Même si Ouest-France fait savoir que «les deux dirigeants se sont accordés sur leur refus de l’utilisation de l’arme nucléaire dans le cadre de la guerre en Ukraine et prônent le dialogue de paix», le New York Times signale que le président chinois, Xi Jinping, n’a pas indiqué s’il utiliserait ses relations étroites avec Moscou pour pousser la Russie à négocier.
Est-ce que la France a le moyen de peser sur les choix de la Chine?
«Le chef de l’Etat est très ambitieux, et surestime sans doute le poids de la France. Il faut être plus réaliste et viser ce qui est atteignable», affirme Antoine Bondaz. «En matière de communication, la France est considérée comme trop ambiguë. Nous prétendons être à équidistance de la Chine et des Etats-Unis, ce qui est faux, car nous partageons très largement les préoccupations de nos partenaires, notamment américains. Le concept de puissance d’équilibre est trompeur et instaure des malentendus», avertit l’expert.
Des ambiguïtés, également, dans le domaine économique. Antoine Bondaz n’est pas plus conciliant vis-à-vis les objectifs du président français dans le domaine économique. Selon lui, «le but est là encore de clarifier les choses» car «il y a un certain nombre d’ambiguïtés». Public Sénat note que «la présidente de la Commission européenne Ursula von der Leyen évoque la nécessité de faire du dérisquage, c’est-à-dire d’engager une politique de réduction des risques économiques en diversifiant les partenaires de l’Union». Mais, Antoine Bondaz pointe des ambiguïtés: «Nous envoyons cette semaine en Chine une délégation comportant une soixantaine de chefs d’entreprise, contre seulement quinze membres de la société civile. Il y a un déséquilibre évident, alors même que le président Macron n’a pas fait dernièrement de grands voyages à l’étranger avec de telles délégations économiques».
France Inter traduit qu’ «Emmanuel Macron et Ursula Von der Leyen peuvent tenter d’obtenir du numéro un chinois une avancée sur l’Ukraine, peut-être une promesse de parler au Président Zelensky.

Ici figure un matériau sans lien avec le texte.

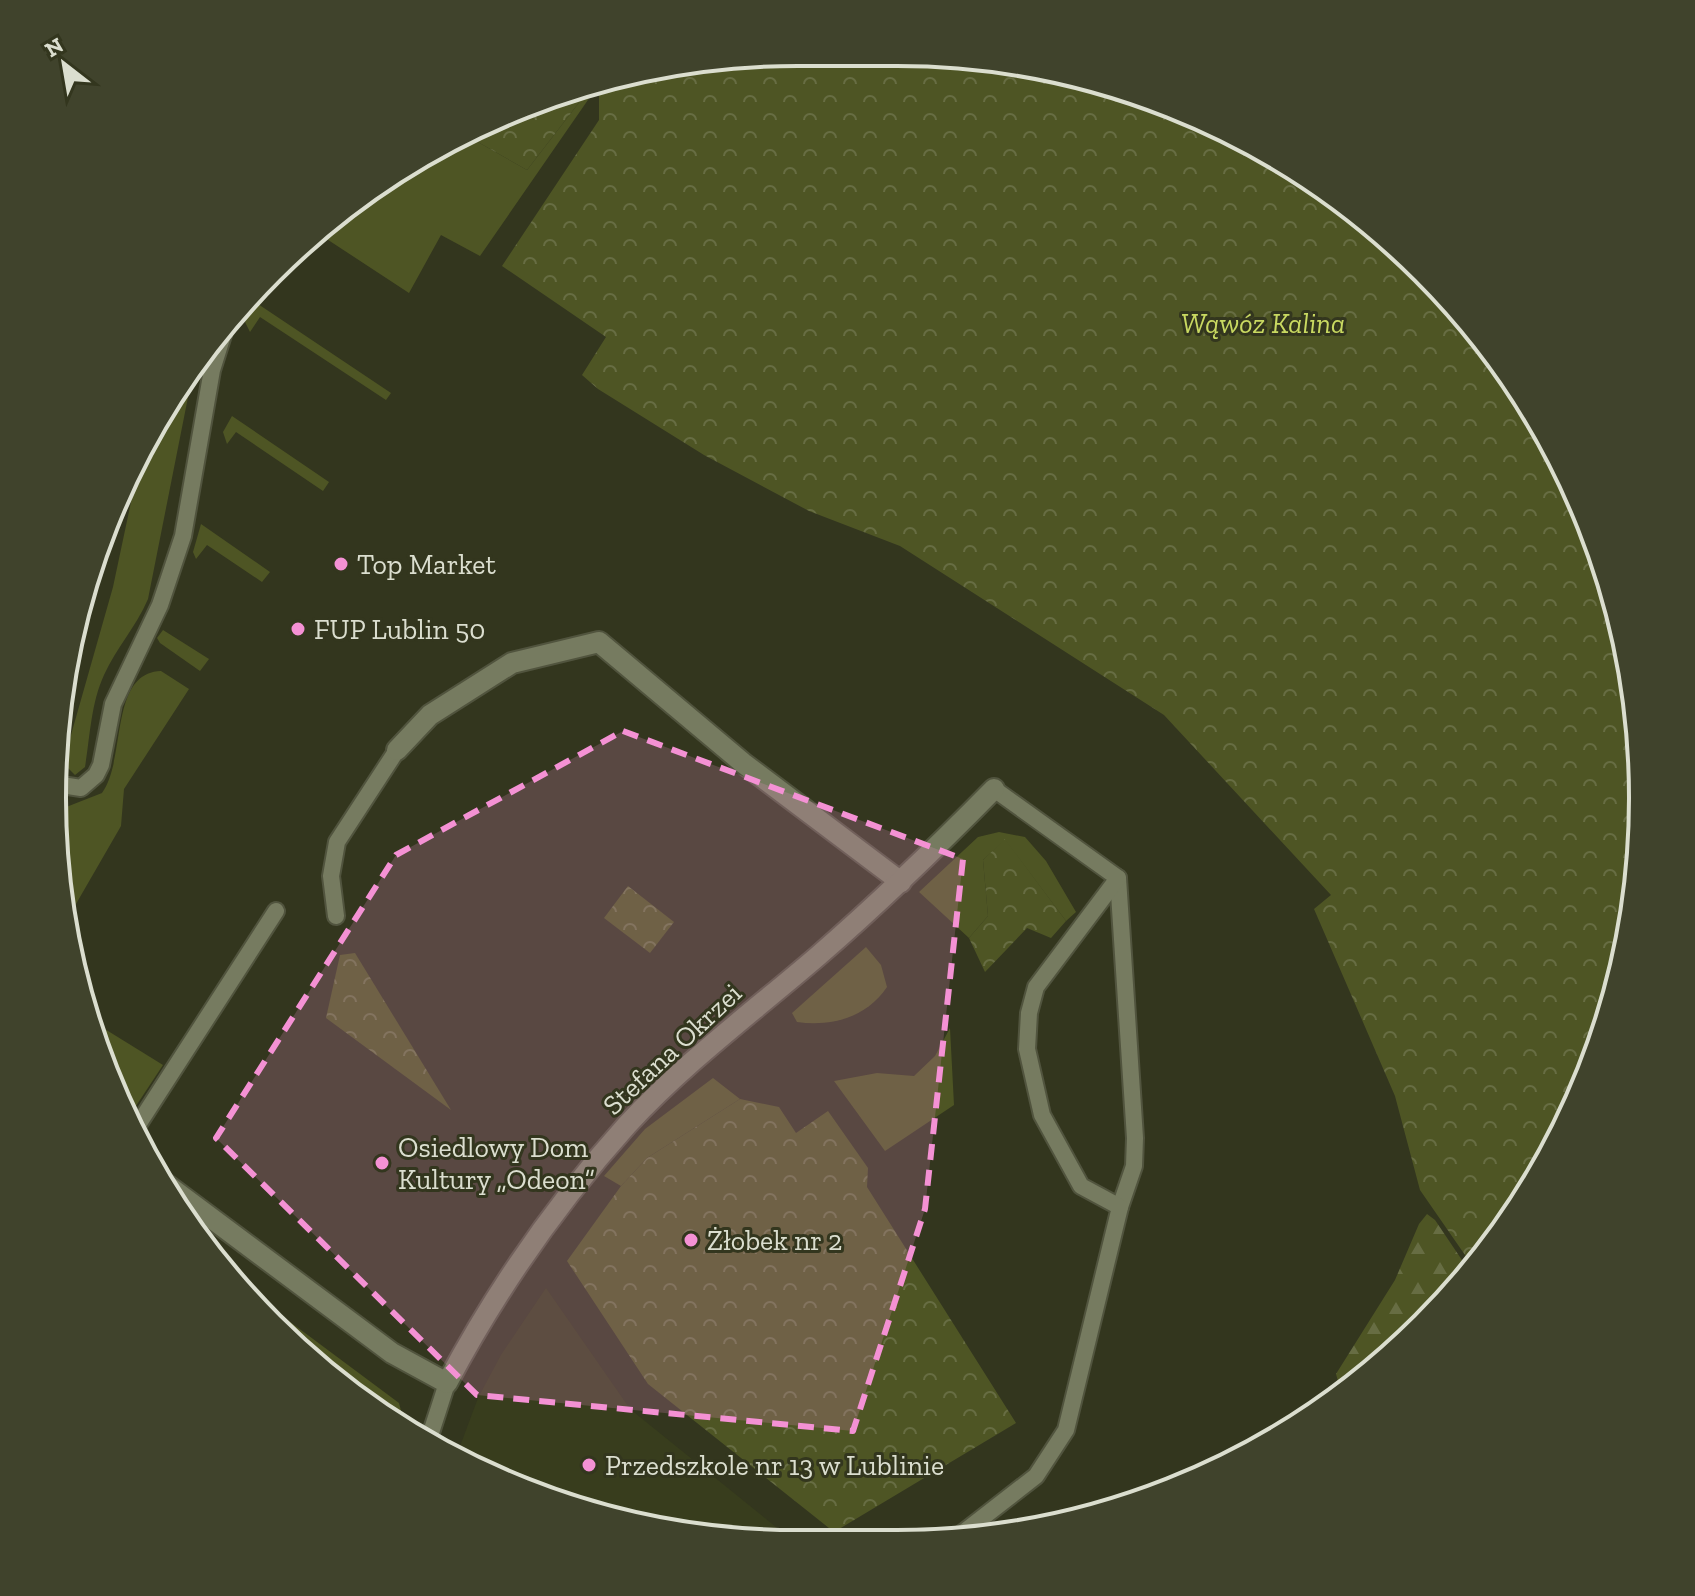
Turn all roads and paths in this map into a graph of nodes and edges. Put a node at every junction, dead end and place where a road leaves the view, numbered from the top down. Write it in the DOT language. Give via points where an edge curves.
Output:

Mais sans doute guère plus». «Hier, les premiers ministres russe et chinois se sont parlé, et ont proclamé que les relations sino-russes n’ont jamais été aussi bonnes», rappelle le média français. «Difficile d’échapper à la logique des blocs qui prend forme, l’Europe a raison d’essayer mais les vents contraires soufflent fort», termine France Inter qui stipule que la France s’en tient à la logique d’ «une seule Chine», la doctrine officielle qui nie toute existence légale à Taïwan. Emmanuel Macron évoque l’Ukraine, mais garde le silence sur Taïwan, prouvant que la France ne fait pas le poids. Pourtant, selon le Huffington Post, celui-ci aurait tenté de le faire alors qu’il évoquait l’Ukraine en lançant: «Je crois que c’est aussi une question importante pour la Chine, autant qu’elle l’est pour la France et pour l’Europe».
Le voyage d’Emmanuel Macron en Chine est délicat puisqu’il ne s’agit «pas de provoquer Pékin, mais simplement de rappeler nos intérêts fondamentaux», conclut Antoine Bondaz.